L'ARBRE À PALABRES, Sagesse & beauté

CONCEPTS

Q. : Je crois que c’est ce qui est difficile : arriver à perdre tous les concepts

Éric Baret : Vous n’avez même pas à les perdre I Il y aura toujours des concepts. Mais vous n’êtes plus limité par eux.

Ce que nous pensons l’un et l’autre de la vie sera toujours différent, lié à notre culture, à notre hérédité. Il y aura toujours des pensées. Mais, à l’instant où vous vous rendez compte que tout ce que vous pouvez penser est un préjugé, vous êtes libre de votre pensée, c’est-à-dire que vous n’abordez plus les situations en fonction d’elle. Je sais que mes opinions viennent de mes préjugés, de ce que j’ai lu, appris, entendu, pensé… Donc, si quelqu’un pense différemment de moi, cela ne peut plus être une cause de conflit pour moi. Je sais que si j’avais son hérédité, sa culture, son expérience, je penserais comme lui. Et s’il avait le même passé, la même hérédité, la même culture, la même expérience, le même mode de raisonnement que moi, il penserait comme moi. Nos deux opinions sont aussi nulles et aussi justes l’une que l’autre. Toutes deux sont inévitables. Les serpents voient le monde comme des serpents, les mangoustes comme des mangoustes. Il n’y a pas une vision qui soit plus juste que l’autre. Selon que vous avez été aimée ou maltraitée très jeune, vous voyez le monde d’une manière ou d’une autre. On garde toujours une forme de coloration de son milieu, de sa culture, même quand on fait semblant de changer de culture ou de milieu. Quand on se rend compte de cela, on n’est plus limité par ses opinions. On est à l’aise avec toutes les opinions, avec toutes les cultures, avec tous les systèmes de pensée, avec les gens qui mangent de la choucroute comme avec ceux qui pratiquent le yoga. C’est ce que l’on appelle la disponibilité.

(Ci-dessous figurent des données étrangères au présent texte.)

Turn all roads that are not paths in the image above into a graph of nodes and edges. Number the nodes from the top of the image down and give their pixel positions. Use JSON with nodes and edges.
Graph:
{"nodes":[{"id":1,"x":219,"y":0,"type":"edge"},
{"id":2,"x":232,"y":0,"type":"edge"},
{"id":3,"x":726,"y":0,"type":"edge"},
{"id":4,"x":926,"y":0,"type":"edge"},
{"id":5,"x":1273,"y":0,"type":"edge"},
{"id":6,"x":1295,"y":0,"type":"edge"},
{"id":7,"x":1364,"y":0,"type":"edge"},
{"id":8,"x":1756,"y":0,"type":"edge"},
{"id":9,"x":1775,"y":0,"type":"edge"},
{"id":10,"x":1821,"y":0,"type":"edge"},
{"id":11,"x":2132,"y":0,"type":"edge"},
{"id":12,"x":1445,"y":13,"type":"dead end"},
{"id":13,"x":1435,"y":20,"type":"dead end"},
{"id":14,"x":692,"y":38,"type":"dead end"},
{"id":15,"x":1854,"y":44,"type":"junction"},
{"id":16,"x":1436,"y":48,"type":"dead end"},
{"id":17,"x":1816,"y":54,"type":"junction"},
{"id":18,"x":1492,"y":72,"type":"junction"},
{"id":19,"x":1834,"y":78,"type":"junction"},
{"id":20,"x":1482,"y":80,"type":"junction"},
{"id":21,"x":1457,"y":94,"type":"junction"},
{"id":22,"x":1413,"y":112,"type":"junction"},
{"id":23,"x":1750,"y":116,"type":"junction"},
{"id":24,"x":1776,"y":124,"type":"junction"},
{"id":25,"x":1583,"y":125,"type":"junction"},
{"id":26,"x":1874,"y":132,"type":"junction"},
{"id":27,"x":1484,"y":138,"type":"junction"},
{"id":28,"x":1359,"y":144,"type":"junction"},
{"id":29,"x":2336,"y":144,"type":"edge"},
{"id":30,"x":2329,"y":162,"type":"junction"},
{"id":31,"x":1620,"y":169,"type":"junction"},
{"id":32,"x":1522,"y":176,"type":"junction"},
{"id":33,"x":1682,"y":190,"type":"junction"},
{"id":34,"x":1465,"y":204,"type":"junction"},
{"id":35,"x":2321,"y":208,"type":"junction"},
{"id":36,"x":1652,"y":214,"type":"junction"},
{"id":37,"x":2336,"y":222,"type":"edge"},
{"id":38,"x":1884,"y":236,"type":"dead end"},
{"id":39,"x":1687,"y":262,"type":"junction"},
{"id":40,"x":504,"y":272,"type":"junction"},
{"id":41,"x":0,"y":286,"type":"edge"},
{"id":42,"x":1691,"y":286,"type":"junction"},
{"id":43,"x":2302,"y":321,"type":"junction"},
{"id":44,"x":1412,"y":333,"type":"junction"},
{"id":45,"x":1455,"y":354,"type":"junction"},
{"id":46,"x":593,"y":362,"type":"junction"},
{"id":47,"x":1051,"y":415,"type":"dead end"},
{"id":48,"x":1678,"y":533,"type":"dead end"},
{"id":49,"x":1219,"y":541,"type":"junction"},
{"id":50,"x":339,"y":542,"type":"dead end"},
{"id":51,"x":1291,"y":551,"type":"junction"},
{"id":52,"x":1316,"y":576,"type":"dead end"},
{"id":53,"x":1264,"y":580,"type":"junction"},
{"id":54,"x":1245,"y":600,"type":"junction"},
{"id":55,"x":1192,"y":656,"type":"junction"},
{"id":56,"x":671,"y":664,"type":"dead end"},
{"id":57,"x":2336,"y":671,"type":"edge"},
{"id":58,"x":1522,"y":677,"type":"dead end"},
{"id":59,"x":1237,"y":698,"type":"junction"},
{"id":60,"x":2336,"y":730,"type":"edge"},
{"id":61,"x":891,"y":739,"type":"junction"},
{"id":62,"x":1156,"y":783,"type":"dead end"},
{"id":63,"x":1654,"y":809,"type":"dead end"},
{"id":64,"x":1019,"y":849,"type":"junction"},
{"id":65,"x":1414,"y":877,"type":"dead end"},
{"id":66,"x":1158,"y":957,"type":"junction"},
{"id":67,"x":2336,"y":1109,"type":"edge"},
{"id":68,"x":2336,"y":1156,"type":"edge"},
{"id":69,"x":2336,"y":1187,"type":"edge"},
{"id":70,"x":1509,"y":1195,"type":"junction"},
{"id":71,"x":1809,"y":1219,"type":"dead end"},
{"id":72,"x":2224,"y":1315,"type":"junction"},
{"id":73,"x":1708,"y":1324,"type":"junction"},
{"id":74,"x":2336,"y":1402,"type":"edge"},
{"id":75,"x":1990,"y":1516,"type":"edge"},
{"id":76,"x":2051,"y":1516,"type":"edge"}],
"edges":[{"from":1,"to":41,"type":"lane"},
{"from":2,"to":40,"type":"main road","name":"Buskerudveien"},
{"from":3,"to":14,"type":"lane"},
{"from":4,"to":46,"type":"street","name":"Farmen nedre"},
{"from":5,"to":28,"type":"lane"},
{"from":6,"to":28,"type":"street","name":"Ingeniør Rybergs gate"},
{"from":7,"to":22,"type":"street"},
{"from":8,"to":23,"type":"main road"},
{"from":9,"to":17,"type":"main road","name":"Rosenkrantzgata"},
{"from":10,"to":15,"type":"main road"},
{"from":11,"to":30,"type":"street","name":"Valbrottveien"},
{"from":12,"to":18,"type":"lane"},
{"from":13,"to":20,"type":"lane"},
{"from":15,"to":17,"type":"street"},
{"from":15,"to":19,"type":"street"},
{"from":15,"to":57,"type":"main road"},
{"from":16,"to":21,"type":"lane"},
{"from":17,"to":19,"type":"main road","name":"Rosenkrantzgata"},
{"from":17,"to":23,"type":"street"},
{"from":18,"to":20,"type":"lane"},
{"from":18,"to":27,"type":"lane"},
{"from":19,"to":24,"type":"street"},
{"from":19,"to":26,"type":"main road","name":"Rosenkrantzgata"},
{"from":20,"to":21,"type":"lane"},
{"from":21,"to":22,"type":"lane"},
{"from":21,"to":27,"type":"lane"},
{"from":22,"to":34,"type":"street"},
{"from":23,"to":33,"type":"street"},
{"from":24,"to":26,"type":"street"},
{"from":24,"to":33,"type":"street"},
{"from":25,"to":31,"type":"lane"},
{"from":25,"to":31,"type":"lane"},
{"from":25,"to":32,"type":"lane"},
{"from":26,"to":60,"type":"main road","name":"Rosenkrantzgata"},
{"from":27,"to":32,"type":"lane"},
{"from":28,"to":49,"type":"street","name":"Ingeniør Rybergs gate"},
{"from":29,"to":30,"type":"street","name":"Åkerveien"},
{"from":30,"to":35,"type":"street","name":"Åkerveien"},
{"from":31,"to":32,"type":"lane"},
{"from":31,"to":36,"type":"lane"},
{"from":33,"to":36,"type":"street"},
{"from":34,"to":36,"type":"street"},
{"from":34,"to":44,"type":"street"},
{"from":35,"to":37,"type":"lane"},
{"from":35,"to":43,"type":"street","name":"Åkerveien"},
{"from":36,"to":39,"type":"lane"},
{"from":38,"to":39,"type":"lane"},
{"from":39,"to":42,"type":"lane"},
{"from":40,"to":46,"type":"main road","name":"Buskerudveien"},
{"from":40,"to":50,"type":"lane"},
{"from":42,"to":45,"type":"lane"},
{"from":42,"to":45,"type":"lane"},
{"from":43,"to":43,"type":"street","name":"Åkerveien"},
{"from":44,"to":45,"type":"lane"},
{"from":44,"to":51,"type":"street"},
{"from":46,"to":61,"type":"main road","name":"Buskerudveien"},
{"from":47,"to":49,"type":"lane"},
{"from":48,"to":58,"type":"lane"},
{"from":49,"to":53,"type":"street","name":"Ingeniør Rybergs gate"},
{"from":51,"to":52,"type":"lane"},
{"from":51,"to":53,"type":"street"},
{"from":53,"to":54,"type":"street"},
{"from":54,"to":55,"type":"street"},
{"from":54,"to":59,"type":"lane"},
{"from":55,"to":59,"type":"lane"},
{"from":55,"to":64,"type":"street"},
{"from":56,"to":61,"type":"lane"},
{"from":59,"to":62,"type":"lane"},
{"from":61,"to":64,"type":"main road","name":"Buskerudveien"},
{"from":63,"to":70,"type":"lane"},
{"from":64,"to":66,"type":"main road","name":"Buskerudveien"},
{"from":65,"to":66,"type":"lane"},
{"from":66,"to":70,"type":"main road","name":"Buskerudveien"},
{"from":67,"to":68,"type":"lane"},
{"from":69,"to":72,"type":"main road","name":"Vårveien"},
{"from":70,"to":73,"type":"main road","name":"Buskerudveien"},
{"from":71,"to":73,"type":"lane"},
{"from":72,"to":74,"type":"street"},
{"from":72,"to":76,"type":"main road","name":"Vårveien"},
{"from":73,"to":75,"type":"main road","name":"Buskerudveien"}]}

Si vous n’êtes plus pris par votre propre opinion, une forme de plasticité se fait dans votre vie. Au lieu d’avoir une vie très fermée, très scellée sur « c’est cela qui est juste, tous ceux qui pensent autrement se trompent », votre vie devient disponible et vous ne voyez plus de conflit dans ce qui pourrait se présenter. Si la vie vous apporte la chance de pratiquer un art, vous le pratiquez, et si elle vous empêche de le pratiquer, vous ne le pratiquez pas. Rien ne vous manque. Si vous êtes seul dans votre chambre d’hôtel le matin à cinq heures, vous faites du yoga. Si vous n’êtes pas seul ou si vous avez un avion à prendre, vous faites ce qu’il y a à faire. Vous conversez avec votre visiteur ou vous prenez l’avion. Rien ne manque ; pas de choix. S’il y a des carottes, vous mangez des carottes, et s’il n’y en a pas, vous improvisez. Cela amène une très grande facilité de vie.

La vie est facile. Les gens ont une vie difficile lorsqu’ils ont une vie conceptuelle, des opinions du type « c’est juste, c’est faux ». Toute la vie est alors un conflit pour faire ce qui est juste et éviter ce qui est faux. C’est une vie dramatique. À un moment donné, on ne vit plus ainsi ; ce qui est là est ce qui est juste. Cela ne signifie pas que, s’il y a conflit, je n’agirai pas. Peut-être faut-il faire la guerre ou être violent ; cela fait partie de cette disponibilité. Mais ce n’est plus pour quelque chose, pour une idéologie ; c’est par quelque chose, par une résonance.

Il n’y a que vous qui puissiez sentir si vous êtes fait pour fréquenter les brasseries ou les séminaires de yoga. Et vous ne pouvez le savoir que le jour où vous voyez qu’il n’y a aucun choix là-dedans. C’est quelque chose qui est inscrit en vous ; vous allez suivre ce qui est inévitable.